Where the highlands of Santa Ana meet your cup.
Where Volcano Meets Cup
Perched on the fertile volcanic slopes of the Santa Ana Volcano — El Salvador's highest peak at a colossal 2,381 metres above sea level — our El Salvadoran coffee is a masterclass in heritage and balance. Still considered active, with its last significant eruption in 2005, Santa Ana is a living colossus. At its summit lies a famous turquoise sulfur lake; at its foothills lies Potrero Grande Arriba, the farm that harnesses thousands of years of volcanic activity to produce something truly extraordinary.

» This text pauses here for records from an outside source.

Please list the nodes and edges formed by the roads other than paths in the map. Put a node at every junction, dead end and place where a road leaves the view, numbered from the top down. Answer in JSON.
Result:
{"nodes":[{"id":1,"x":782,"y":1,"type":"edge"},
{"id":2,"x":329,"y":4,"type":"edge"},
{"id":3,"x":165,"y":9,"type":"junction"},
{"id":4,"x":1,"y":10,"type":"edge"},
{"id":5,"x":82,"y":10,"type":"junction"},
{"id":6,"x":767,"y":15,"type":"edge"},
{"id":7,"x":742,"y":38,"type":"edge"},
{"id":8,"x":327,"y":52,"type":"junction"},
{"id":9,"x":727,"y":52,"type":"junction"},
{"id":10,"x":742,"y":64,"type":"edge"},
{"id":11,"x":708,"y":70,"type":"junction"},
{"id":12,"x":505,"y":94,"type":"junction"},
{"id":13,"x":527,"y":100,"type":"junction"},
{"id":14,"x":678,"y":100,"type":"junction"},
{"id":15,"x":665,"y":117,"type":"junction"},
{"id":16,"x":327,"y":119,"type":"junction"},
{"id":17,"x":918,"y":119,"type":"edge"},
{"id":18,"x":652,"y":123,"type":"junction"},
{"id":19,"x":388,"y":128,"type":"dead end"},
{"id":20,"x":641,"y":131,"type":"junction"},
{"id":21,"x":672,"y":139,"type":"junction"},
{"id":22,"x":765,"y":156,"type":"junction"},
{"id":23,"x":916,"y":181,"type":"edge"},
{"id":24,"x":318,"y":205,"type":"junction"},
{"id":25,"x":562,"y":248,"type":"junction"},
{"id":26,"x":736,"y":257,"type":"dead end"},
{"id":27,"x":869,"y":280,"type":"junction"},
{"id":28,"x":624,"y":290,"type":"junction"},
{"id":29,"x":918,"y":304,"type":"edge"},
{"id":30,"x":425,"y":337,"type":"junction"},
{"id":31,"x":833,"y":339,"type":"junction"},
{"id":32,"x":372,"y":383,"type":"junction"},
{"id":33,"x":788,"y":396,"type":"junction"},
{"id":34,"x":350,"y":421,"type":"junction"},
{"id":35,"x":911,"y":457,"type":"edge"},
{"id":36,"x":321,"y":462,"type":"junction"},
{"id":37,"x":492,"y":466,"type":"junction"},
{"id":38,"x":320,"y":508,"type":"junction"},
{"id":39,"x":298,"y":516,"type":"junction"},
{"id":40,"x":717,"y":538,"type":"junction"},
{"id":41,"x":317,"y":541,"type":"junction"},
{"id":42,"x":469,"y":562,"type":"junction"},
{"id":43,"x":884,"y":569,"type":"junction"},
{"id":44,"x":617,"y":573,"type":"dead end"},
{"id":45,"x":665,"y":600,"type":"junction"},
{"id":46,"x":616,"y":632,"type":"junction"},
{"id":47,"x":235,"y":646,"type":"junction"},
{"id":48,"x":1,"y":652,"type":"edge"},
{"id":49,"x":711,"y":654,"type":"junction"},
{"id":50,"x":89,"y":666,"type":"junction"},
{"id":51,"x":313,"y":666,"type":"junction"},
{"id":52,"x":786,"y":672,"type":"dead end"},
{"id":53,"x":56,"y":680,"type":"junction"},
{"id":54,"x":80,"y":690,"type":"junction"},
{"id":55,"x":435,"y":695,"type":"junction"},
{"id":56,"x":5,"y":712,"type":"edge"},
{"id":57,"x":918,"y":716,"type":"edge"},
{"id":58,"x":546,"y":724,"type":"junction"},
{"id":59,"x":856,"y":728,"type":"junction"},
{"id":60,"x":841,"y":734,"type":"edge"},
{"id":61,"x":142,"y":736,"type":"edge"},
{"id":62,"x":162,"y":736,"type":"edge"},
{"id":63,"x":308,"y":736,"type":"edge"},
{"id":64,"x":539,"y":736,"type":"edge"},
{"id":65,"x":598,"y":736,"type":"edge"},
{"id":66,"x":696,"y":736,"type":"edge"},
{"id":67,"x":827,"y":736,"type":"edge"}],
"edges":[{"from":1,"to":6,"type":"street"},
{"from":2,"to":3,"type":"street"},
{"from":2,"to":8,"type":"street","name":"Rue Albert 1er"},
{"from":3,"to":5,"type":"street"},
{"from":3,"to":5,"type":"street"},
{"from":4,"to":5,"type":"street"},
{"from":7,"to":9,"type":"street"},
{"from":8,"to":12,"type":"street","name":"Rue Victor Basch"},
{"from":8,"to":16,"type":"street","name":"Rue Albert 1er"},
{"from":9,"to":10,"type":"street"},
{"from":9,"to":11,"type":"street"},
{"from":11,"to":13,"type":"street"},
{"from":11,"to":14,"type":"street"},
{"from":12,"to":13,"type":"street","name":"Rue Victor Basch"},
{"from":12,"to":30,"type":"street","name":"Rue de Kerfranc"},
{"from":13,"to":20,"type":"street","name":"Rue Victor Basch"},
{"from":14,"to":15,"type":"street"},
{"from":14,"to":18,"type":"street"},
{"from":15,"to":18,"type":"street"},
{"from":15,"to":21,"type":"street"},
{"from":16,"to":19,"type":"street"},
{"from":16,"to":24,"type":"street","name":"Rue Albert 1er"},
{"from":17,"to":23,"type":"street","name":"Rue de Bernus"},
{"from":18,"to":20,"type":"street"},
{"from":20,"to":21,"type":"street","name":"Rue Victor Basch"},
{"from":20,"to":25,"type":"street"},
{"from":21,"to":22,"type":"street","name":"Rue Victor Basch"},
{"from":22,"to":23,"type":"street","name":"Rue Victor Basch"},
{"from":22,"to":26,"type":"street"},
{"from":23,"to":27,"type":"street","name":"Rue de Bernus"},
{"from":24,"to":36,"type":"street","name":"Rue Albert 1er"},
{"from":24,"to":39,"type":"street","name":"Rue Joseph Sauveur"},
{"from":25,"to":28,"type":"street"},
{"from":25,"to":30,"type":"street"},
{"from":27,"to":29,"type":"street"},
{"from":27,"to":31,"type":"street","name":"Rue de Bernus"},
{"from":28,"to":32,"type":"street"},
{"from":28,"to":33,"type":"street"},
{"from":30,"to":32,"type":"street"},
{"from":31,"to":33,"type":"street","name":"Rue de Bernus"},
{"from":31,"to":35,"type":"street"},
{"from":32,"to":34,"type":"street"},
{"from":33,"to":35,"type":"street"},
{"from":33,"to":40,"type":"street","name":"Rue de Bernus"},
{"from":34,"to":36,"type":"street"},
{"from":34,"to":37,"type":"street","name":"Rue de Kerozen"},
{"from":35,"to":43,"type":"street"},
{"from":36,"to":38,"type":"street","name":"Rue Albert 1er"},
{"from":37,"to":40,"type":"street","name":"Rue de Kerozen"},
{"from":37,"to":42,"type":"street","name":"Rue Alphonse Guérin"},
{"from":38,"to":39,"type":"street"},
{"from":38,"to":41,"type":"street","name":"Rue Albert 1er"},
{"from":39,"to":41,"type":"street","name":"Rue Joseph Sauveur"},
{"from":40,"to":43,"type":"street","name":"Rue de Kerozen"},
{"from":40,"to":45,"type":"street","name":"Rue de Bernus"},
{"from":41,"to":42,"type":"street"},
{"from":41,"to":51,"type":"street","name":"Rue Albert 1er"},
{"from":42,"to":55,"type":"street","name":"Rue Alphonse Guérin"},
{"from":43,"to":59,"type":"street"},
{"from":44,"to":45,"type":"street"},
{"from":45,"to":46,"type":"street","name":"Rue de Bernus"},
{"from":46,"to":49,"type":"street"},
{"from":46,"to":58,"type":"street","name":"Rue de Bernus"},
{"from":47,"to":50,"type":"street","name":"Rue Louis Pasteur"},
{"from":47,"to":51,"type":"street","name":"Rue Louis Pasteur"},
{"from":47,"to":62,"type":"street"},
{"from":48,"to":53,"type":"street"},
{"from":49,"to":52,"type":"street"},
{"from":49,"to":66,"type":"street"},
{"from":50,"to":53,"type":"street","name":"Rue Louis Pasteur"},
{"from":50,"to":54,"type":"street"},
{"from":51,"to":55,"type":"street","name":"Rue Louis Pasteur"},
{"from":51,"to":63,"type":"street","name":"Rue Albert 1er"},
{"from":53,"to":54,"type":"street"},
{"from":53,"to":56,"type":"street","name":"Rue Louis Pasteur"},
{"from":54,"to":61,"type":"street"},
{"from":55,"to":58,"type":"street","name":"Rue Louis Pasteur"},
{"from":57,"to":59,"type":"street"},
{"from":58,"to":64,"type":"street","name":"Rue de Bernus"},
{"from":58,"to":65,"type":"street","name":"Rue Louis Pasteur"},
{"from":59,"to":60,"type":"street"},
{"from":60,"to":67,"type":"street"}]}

That volcanic legacy means soil packed with natural minerals — a gift from the earth that acts as a pure, unrivalled fertiliser, unlocking the deep chocolate notes and enduring sweetness that define this cup. This is the unique Santa Ana terroir: mineral-rich volcanic soil, high-elevation mountain air, and traditional clay-patio drying creating a profile of remarkable depth.
The Varietals
From the legendary Pacamara and Bourbon varietals — the power couple of El Salvador's coffee heritage — discover a cup defined by its velvety, syrupy body and a sophisticated, enduring sweetness.
The Farm
This lot thrives at a breathtaking 1,500 metres within a vibrant ecosystem of Inga and fruit trees, where deer and armadillos roam freely — a testament to Potrero Grande Arriba's absolute commitment to biodiversity and quality.
The Process
Our meticulous 8-hour fermentation and sun-drying on traditional clay brick patios are specifically designed to preserve the bean's density and clean profile, resulting in a Specialty Grade lot defined by its rare clarity and gentle complexity. Fully washed and meticulously sun-dried, it delivers a smooth, clean experience produced by a farm dedicated to the harmony of nature and the pinnacle of specialty coffee.
This isn't just coffee. It's the serene heart of the highlands in a cup.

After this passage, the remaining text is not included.